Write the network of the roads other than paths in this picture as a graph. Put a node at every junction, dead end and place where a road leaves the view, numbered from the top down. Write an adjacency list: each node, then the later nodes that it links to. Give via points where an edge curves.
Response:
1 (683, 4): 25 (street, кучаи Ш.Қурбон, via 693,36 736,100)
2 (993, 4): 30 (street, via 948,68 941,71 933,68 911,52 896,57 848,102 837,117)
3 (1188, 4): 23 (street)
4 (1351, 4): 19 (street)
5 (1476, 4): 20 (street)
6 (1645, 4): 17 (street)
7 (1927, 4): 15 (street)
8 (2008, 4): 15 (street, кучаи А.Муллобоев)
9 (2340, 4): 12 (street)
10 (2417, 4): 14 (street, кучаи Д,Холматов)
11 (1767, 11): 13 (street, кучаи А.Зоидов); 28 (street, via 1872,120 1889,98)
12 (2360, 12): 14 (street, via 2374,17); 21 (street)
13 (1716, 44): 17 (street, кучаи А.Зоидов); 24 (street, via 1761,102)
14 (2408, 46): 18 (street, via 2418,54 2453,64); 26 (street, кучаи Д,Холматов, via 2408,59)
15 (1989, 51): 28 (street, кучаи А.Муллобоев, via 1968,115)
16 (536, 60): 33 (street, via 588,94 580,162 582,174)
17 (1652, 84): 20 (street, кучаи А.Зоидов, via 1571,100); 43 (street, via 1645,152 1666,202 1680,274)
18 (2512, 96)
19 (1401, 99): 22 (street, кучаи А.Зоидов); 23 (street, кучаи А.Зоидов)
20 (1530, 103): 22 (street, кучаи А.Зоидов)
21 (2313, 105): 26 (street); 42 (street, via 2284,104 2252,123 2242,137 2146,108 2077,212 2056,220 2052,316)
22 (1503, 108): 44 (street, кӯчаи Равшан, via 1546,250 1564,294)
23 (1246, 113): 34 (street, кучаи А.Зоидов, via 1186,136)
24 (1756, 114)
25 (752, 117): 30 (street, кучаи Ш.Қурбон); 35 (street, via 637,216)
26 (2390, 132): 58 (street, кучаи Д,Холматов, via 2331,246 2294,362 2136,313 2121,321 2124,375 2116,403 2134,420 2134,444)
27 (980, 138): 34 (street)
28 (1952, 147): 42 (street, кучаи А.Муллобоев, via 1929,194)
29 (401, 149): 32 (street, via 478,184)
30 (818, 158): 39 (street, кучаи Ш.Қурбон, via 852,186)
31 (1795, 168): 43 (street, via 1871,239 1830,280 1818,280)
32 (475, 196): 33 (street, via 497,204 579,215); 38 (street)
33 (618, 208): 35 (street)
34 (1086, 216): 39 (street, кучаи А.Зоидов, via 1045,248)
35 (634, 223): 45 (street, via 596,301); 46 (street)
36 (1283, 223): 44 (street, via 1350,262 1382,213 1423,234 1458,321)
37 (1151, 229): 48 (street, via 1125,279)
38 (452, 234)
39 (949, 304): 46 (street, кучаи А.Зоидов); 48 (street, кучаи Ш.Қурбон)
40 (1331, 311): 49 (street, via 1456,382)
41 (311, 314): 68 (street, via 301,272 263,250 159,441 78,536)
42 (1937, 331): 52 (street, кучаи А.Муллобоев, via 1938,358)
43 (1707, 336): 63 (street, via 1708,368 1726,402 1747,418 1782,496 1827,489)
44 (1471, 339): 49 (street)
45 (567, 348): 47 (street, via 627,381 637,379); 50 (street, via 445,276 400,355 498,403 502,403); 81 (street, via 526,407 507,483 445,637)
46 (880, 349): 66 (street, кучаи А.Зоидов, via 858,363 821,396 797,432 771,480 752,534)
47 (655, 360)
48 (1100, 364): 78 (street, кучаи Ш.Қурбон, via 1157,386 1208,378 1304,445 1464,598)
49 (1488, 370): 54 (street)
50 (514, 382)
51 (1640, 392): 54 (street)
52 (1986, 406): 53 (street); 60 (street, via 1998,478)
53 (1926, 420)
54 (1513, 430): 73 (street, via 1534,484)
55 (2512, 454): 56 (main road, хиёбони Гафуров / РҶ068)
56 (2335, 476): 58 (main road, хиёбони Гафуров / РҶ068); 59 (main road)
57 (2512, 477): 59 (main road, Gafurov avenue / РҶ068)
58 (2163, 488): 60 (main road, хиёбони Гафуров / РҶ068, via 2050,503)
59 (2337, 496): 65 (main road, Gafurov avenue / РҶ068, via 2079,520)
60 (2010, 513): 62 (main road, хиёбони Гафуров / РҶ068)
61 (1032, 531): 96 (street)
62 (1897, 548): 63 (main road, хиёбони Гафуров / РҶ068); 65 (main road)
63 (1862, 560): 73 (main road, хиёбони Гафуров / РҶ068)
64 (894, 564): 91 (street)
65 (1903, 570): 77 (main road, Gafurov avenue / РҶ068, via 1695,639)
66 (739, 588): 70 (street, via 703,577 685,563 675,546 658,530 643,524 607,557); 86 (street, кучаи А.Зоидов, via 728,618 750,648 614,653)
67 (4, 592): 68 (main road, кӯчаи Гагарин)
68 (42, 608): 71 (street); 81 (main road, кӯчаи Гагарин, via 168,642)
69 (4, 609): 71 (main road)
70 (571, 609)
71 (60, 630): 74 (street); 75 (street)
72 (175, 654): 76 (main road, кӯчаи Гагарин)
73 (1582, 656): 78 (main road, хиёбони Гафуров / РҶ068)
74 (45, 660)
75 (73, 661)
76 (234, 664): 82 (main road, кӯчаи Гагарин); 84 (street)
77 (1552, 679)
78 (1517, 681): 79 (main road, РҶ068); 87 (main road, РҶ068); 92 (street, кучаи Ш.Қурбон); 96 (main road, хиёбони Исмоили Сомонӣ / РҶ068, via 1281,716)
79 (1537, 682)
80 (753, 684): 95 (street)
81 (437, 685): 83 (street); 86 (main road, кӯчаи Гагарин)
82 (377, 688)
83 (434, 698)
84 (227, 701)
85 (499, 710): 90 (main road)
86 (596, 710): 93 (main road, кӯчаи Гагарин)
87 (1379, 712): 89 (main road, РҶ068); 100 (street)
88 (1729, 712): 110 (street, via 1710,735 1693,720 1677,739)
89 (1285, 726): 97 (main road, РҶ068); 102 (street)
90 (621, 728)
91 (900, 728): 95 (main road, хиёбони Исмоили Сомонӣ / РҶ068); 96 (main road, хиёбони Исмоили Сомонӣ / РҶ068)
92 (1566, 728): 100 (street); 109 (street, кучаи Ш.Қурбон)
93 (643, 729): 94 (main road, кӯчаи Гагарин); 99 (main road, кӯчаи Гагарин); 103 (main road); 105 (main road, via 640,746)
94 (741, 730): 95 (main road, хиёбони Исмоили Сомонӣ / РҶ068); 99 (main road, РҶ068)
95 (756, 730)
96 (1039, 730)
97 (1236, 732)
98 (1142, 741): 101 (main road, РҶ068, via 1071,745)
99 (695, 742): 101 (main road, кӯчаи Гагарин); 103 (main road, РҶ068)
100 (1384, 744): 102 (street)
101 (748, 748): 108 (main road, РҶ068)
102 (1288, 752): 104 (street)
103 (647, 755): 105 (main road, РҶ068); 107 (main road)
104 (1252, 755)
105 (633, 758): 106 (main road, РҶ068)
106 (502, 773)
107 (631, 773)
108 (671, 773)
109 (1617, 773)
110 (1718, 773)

★ ★ ★ ★

Wherever the word "avenue" appears in the listing, copy the line that holds it.

57 (2512, 477): 59 (main road, Gafurov avenue / РҶ068)
59 (2337, 496): 65 (main road, Gafurov avenue / РҶ068, via 2079,520)
65 (1903, 570): 77 (main road, Gafurov avenue / РҶ068, via 1695,639)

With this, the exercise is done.